British Catholic magazine (1964–1970)

Slant was a Catholic magazine associated with the University of Cambridge and the Dominican Order during the 1960s. It sought to combine Catholic belief with left-wing politics.

==Description==
The context of Slant has been explained by James Smith in his critical introduction to Terry Eagleton. Slant came into being in the mid-1960s in Cambridge, as a journal "devoted to a Catholic exploration of .. radical politics". The magazine was influenced by the thinking of Ludwig Wittgenstein and Karl Marx.

The first issue was published in spring 1964. This issue began with an introduction by Raymond Williams and for the first six issues Slant was published quarterly. From volume 2 (February/March 1966), it evolved to a bimonthly publication and was eventually published by Sheed and Ward, a Catholic publishing house.

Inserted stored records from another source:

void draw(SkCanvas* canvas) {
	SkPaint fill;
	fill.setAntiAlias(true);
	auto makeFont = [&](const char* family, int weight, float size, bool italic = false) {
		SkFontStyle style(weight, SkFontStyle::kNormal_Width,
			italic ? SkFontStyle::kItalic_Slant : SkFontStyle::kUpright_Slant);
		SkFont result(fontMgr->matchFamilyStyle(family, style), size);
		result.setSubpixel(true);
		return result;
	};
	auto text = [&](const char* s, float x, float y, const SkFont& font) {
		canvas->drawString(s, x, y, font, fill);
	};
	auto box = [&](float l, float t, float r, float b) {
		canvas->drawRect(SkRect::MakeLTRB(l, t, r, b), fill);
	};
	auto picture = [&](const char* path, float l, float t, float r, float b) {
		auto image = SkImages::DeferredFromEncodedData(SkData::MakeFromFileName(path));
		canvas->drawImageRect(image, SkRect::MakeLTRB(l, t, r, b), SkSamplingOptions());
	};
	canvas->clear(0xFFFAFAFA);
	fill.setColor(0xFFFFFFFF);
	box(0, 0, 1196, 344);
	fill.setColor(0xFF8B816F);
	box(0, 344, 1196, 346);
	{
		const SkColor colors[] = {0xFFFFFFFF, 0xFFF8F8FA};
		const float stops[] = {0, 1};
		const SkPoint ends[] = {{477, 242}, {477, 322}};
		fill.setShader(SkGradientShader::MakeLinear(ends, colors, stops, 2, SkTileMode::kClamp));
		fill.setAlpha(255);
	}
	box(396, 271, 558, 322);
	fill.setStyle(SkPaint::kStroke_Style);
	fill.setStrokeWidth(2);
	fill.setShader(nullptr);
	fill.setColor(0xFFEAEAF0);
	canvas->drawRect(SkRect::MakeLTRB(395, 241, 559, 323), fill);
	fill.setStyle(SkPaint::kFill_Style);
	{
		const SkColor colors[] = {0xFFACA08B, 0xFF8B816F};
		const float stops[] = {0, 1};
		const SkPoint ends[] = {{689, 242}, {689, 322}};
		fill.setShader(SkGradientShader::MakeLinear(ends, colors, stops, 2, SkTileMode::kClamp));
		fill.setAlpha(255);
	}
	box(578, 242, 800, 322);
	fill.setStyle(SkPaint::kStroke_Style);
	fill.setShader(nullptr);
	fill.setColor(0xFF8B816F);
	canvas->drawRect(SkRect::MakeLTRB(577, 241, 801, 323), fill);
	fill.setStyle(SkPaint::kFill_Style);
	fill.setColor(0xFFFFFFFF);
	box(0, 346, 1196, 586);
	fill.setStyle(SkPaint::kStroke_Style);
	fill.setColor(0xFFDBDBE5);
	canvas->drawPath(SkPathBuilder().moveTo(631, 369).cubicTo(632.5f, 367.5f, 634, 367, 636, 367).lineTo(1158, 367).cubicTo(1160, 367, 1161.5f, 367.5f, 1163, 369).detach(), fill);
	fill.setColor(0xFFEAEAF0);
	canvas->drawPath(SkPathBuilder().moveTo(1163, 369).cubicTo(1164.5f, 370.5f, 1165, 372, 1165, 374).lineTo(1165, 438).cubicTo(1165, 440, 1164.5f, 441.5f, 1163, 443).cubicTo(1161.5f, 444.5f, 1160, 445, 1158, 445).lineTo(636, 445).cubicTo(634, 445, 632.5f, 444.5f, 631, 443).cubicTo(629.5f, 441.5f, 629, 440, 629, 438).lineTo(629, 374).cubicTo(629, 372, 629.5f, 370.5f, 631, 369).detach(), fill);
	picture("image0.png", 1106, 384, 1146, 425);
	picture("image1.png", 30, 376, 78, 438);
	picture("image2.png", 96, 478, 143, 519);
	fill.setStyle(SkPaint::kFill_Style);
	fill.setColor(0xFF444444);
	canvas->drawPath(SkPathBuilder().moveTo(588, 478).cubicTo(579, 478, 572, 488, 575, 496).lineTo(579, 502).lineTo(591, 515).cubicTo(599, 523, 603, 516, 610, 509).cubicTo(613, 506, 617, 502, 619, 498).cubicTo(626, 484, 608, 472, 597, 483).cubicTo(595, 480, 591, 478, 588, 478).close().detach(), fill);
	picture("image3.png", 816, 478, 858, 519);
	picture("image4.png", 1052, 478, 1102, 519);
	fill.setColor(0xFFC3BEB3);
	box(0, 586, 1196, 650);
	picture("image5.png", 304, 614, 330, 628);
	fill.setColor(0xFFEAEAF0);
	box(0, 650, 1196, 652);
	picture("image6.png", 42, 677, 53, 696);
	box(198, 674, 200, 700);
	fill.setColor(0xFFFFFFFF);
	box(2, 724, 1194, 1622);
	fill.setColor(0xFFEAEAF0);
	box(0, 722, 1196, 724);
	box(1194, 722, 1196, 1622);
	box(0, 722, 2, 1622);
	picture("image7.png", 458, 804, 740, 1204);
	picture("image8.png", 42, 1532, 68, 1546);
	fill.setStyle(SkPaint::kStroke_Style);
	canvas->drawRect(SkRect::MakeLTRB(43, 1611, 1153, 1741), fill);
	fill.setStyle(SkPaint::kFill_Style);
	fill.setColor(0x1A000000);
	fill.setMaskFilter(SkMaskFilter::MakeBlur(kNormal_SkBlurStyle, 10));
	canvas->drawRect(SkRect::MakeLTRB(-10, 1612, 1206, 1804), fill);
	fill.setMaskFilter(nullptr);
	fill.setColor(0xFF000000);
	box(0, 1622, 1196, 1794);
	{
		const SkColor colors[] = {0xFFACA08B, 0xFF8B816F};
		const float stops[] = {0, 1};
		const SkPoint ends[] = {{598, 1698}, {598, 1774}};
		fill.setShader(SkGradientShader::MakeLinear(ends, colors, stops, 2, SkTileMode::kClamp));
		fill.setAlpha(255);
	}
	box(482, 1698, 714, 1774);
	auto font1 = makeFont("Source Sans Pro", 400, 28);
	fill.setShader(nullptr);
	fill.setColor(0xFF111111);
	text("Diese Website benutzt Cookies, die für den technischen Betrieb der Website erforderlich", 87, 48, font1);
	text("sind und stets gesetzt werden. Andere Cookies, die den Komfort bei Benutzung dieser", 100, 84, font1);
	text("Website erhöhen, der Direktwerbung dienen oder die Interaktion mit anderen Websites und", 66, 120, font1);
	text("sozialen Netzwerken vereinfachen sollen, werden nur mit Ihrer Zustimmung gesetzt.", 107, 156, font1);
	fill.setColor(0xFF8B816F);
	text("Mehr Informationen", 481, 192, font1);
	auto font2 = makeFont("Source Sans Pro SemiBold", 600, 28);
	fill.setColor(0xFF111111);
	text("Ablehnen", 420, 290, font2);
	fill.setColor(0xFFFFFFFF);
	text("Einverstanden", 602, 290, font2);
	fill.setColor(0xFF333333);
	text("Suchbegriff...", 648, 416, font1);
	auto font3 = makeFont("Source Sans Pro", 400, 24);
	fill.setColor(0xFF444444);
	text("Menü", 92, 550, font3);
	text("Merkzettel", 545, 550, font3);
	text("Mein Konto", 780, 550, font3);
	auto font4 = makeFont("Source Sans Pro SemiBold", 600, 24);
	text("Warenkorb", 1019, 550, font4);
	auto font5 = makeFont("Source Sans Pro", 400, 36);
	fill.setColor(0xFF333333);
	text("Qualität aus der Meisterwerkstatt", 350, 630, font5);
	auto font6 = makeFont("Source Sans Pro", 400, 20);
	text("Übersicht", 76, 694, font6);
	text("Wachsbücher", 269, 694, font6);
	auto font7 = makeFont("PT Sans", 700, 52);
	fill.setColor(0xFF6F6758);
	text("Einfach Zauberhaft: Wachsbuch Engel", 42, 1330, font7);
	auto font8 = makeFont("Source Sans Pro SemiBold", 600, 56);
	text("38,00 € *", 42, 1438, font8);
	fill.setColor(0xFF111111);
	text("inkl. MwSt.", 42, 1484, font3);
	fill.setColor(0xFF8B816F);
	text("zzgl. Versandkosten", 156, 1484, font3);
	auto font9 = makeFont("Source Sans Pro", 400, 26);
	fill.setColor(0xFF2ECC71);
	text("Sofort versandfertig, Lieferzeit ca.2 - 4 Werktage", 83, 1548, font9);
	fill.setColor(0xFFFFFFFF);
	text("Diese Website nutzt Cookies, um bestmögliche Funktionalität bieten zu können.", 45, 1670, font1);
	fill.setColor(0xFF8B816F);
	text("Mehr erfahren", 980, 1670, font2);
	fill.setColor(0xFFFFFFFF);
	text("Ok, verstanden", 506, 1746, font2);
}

The editorial board of Slant included a number of students or recent students at Cambridge, several of whom went on to academic careers: Adrian Cunningham (who went on to be a professor of religious studies at the University of Lancaster), Terry Eagleton, and Leo Pyle (later a professor of biotechnology at the University of Reading). Martin Shaw (later a professor of sociology and international relations at the Universities of Hull and Sussex) was its student organiser. Dominican priest and philosopher Herbert McCabe was also affiliated. Denys Turner is a significant theologian influenced by Slant.

Some Slant writings were compiled as a book, Slant Manifesto, published by Sheed and Ward in 1966. Slant ceased publication in 1970 after 30 issues.